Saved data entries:
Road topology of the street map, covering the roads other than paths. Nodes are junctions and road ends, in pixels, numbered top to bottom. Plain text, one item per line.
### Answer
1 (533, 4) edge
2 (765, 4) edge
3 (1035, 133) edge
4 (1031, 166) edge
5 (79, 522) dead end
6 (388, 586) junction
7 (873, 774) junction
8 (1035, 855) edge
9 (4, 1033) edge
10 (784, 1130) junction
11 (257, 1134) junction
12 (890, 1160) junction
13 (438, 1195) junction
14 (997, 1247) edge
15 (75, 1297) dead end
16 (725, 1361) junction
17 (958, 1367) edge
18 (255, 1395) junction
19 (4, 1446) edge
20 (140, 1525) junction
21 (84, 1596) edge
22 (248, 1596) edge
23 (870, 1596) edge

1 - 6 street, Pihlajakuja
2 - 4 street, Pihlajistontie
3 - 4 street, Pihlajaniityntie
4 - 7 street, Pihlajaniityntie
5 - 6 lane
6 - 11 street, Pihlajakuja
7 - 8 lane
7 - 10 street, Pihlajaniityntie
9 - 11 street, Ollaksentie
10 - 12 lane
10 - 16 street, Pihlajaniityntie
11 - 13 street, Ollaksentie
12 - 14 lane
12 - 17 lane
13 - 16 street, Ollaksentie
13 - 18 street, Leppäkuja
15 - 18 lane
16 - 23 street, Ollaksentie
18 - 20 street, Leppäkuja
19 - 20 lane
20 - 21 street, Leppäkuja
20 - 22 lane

## [Your assignment]
In full and without alteration, reproduce the records above.

## [Exercise result]
Road topology of the street map, covering the roads other than paths. Nodes are junctions and road ends, in pixels, numbered top to bottom. Plain text, one item per line.
### Answer
1 (533, 4) edge
2 (765, 4) edge
3 (1035, 133) edge
4 (1031, 166) edge
5 (79, 522) dead end
6 (388, 586) junction
7 (873, 774) junction
8 (1035, 855) edge
9 (4, 1033) edge
10 (784, 1130) junction
11 (257, 1134) junction
12 (890, 1160) junction
13 (438, 1195) junction
14 (997, 1247) edge
15 (75, 1297) dead end
16 (725, 1361) junction
17 (958, 1367) edge
18 (255, 1395) junction
19 (4, 1446) edge
20 (140, 1525) junction
21 (84, 1596) edge
22 (248, 1596) edge
23 (870, 1596) edge

1 - 6 street, Pihlajakuja
2 - 4 street, Pihlajistontie
3 - 4 street, Pihlajaniityntie
4 - 7 street, Pihlajaniityntie
5 - 6 lane
6 - 11 street, Pihlajakuja
7 - 8 lane
7 - 10 street, Pihlajaniityntie
9 - 11 street, Ollaksentie
10 - 12 lane
10 - 16 street, Pihlajaniityntie
11 - 13 street, Ollaksentie
12 - 14 lane
12 - 17 lane
13 - 16 street, Ollaksentie
13 - 18 street, Leppäkuja
15 - 18 lane
16 - 23 street, Ollaksentie
18 - 20 street, Leppäkuja
19 - 20 lane
20 - 21 street, Leppäkuja
20 - 22 lane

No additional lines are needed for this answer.